Kota Metro, – Berangkat dari isu, efek efisiensi anggaran. Para Pemangku Perusahaan Media Masa Gelisah Adanya Inpres Berdampak Pada Anggaran Media Layanan Publikasi !
Tak jarang, praktisi Pers di Lampung, salah satunya di Kota Metro, mulai berembuk, bersatu dan membuat langkah strategi data dokumen akurasi informasi yang mengarah pada “Oposisi” di tahun sebelumnya dan saat ini.
Terlebih mereka (rekan rekan pers) mengerti bahwa Polri, Kejaksaan, TNI tidak kena efisiensi, dan saat ini era Prabowo, momen bagi jurnalis memberikan informasi mengarah pada isu tipidkor, tak jarang berharap Perppu Tipidkor segera di undangkan dan berlaku.
Efisiensi Anggaran Bukan Untuk Pelayanan Publik, Media Masuk Bagian Layanan Publik Tergantung Isi Pejabat Teknis Anggaran.

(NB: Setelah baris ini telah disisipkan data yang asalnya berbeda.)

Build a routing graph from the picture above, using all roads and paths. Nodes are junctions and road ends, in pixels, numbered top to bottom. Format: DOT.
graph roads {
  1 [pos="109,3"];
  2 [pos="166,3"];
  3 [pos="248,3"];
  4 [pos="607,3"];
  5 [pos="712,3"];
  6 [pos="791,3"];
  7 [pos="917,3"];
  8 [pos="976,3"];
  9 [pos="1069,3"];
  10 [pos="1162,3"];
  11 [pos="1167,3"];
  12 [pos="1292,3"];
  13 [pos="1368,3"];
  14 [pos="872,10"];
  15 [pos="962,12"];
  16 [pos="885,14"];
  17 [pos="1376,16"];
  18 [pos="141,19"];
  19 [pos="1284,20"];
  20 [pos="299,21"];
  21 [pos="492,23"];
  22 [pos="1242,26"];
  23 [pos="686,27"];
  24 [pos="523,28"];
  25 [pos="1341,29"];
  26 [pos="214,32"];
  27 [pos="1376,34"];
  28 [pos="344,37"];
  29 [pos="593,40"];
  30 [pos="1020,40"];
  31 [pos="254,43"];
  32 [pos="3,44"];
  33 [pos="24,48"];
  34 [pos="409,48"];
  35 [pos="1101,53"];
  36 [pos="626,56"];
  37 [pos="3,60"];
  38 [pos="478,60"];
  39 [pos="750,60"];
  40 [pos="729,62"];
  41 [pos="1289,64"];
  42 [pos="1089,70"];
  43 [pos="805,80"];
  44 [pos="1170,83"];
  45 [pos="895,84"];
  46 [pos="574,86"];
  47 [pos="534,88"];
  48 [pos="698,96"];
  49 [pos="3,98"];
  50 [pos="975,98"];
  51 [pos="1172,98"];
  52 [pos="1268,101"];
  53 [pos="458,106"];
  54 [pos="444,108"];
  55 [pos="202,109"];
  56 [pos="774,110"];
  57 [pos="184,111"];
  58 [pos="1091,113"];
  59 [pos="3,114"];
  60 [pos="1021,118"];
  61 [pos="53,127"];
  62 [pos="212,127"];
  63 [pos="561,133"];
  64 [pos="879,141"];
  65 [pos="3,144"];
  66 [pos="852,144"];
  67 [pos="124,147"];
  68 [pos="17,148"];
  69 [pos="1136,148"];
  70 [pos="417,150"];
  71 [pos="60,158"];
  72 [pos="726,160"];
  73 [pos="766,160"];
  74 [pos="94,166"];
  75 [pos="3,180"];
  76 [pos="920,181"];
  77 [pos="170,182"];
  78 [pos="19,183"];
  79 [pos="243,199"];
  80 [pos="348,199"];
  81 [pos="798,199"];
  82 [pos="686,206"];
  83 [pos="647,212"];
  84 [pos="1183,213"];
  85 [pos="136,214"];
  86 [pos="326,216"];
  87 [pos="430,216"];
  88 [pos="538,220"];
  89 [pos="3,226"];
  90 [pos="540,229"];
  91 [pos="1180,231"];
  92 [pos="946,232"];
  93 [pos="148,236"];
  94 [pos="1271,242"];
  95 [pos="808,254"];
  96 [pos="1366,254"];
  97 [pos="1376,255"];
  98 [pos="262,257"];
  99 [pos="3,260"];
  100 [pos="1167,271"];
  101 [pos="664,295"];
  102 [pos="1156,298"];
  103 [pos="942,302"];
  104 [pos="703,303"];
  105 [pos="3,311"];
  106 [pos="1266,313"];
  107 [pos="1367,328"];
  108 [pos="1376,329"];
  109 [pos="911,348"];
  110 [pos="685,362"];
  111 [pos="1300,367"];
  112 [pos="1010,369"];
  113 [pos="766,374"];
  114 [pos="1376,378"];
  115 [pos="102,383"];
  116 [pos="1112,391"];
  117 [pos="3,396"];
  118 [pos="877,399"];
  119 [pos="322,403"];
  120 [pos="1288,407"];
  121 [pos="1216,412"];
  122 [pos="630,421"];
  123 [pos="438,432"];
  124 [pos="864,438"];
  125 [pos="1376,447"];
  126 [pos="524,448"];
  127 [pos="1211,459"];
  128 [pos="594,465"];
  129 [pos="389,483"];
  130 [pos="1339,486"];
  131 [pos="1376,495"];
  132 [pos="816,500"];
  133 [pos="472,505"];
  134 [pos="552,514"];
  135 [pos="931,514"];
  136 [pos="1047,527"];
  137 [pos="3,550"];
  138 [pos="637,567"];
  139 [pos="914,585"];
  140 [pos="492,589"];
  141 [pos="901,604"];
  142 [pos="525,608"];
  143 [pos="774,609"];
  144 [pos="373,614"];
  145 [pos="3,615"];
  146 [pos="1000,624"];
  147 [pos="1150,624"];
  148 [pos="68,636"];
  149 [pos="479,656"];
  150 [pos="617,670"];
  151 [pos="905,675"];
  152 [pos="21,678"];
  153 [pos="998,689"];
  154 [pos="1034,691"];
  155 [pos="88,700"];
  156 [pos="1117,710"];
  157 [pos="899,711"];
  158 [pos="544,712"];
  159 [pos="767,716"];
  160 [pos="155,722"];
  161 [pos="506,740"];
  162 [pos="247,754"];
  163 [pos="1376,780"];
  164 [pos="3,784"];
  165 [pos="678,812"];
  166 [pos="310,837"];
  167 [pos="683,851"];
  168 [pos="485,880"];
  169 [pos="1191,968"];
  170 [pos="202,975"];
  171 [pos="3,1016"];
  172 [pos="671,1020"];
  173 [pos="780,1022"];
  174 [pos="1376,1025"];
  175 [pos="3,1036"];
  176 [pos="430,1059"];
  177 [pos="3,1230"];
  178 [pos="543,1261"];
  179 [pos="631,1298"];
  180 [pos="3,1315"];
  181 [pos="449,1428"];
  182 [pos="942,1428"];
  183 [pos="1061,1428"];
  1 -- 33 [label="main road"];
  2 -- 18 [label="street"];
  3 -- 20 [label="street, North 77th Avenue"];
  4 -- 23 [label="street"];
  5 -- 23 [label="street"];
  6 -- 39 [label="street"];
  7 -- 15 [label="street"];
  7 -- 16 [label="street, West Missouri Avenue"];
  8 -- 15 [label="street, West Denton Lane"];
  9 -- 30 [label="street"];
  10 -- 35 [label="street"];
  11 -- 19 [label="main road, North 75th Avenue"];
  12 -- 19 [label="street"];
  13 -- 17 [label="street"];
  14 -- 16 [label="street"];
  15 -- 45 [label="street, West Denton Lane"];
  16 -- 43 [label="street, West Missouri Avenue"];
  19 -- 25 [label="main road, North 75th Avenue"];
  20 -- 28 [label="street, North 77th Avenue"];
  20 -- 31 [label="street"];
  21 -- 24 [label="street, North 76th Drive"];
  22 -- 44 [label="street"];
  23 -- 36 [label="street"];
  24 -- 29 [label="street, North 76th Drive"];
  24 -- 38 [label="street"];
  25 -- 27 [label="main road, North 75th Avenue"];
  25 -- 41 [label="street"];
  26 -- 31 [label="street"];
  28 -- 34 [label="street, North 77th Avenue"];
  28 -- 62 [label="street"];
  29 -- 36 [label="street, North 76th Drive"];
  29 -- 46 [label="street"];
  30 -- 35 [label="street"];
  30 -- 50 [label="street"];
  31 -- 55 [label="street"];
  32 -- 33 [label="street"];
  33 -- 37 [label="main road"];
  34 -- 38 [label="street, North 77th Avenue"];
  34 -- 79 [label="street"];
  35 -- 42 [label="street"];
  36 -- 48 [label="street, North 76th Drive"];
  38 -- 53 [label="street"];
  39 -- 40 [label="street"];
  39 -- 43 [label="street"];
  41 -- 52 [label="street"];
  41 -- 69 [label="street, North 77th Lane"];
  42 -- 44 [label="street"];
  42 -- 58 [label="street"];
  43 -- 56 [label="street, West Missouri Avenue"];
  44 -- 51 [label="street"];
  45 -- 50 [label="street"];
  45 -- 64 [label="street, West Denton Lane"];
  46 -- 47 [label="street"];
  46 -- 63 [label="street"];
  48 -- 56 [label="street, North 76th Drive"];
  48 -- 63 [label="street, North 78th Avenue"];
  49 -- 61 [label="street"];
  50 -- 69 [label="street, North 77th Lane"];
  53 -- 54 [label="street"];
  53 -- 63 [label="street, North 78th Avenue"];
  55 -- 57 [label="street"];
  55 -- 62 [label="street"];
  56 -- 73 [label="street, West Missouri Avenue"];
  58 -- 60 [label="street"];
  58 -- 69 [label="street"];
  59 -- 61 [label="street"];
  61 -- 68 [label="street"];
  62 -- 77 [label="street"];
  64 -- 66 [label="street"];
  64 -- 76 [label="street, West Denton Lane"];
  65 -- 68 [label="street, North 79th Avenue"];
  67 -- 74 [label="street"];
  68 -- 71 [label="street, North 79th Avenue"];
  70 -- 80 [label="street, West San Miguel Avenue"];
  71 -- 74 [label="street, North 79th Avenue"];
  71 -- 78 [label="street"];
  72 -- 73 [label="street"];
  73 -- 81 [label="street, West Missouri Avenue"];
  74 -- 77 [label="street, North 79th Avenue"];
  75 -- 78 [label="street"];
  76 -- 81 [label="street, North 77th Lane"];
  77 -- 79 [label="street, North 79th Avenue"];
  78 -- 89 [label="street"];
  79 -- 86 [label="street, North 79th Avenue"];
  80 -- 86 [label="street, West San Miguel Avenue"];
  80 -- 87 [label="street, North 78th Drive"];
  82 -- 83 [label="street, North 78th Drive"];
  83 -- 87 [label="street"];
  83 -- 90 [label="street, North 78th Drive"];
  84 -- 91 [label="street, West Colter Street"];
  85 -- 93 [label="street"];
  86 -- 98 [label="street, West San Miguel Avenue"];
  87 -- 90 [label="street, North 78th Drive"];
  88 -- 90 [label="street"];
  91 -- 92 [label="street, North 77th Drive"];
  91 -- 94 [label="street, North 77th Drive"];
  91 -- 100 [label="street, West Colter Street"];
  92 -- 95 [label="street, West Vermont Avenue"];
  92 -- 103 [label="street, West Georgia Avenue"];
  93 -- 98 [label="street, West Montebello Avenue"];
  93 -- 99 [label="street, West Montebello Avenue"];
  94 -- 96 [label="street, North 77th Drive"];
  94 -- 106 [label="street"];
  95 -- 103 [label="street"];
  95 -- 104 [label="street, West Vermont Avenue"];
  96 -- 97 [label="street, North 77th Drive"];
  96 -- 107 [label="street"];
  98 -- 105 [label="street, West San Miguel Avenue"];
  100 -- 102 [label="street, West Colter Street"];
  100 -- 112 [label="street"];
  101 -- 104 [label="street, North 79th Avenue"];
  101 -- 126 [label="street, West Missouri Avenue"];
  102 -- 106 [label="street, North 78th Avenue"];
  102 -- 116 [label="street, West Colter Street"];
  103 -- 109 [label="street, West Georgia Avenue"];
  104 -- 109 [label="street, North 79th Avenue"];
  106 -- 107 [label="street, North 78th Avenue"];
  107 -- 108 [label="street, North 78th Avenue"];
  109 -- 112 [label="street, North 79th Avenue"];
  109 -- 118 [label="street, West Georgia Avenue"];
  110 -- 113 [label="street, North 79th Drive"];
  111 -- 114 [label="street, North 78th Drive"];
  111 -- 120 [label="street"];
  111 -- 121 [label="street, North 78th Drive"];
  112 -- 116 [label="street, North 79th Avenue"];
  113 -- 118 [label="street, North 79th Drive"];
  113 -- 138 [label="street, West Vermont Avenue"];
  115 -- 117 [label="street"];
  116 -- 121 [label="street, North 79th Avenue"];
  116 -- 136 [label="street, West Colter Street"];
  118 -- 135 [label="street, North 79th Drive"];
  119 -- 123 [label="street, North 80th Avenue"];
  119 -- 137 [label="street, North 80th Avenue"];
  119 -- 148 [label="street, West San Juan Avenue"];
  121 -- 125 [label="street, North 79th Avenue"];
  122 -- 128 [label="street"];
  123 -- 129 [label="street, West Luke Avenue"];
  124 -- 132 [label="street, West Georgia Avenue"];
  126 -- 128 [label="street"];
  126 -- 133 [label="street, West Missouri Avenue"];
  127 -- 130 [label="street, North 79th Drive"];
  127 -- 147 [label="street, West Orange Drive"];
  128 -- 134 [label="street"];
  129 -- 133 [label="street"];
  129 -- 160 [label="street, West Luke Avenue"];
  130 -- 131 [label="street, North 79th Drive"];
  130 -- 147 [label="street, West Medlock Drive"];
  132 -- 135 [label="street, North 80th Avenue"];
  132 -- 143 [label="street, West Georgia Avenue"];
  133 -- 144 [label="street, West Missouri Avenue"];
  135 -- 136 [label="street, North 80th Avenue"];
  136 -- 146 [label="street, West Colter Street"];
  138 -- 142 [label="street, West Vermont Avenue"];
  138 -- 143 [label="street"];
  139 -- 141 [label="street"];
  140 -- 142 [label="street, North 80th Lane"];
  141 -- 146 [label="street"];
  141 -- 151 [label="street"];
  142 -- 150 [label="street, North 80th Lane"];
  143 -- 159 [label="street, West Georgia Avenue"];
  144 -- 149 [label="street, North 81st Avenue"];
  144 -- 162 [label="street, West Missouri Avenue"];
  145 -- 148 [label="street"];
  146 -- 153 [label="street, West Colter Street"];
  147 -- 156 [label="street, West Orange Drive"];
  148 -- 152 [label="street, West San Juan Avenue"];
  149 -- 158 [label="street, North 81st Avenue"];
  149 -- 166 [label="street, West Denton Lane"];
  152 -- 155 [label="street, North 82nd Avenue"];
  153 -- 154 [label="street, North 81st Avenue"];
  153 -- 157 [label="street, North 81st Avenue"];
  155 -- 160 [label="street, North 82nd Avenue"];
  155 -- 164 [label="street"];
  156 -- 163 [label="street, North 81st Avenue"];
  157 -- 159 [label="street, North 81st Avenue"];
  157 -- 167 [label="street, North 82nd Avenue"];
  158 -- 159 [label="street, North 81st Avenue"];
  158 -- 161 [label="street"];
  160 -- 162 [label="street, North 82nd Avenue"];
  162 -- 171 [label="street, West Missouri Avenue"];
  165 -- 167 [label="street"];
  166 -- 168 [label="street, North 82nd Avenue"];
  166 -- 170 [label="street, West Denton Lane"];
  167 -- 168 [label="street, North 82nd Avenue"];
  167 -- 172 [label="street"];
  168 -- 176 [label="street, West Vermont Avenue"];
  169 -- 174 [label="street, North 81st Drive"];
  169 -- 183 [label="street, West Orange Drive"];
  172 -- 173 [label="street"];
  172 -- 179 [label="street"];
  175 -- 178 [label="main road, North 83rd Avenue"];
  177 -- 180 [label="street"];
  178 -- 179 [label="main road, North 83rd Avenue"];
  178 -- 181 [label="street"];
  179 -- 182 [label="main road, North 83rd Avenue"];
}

Disini saya menulis soal efisiensi anggaran, yang tentunya kembali lagi bagaimana memahami isinya.
Saya hanya memberikan suatu kisi bahwa media masa bagian dari layanan publik, penyampai layanan informasi publik, kontrol sosial, mengakses pada ranah efisiensi anggaran.
Mohon di baca seksama, Tabik !!
Kita semua sudah tahu bahwa, efisiensi belanja pemerintah tidak akan mengganggu target defisit APBN 2025 yang sebesar 2,53 persen terhadap produk domestik bruto (PDB) atau senilai Rp.616,2 triliun, ini tersaji informasinya luas.
Saya memahami bahwa, meski ada perubahan porsi anggaran, namun sifatnya lebih berupa pergeseran sebagai langkah refocusing dan reposturing dari postur belanja.
Artinya, pengelolaan anggaran negara secara keseluruhan akan tetap berpacu dengan target yang telah ditetapkan. Efisiensi anggaran dilakukan dengan menyisir pos belanja yang bukan prioritas, seperti perjalanan dinas, pengadaan alat tulis kantor (ATK), kegiatan seminar, hingga acara seremonial.
Sedangkan belanja pegawai, layanan publik, dan bantuan sosial terbebas dari target efisiensi, termasuk di antaranya gaji dan tunjangan pegawai, subsidi energi, hingga anggaran pendidikan dan kesehatan. Termasuk Pos anggaran belanja Bansos digunakan untuk berbagai program, di antaranya bantuan PKH, Kartu Sembako, PBI JKN, PIP, KIP, Bansos lainnya.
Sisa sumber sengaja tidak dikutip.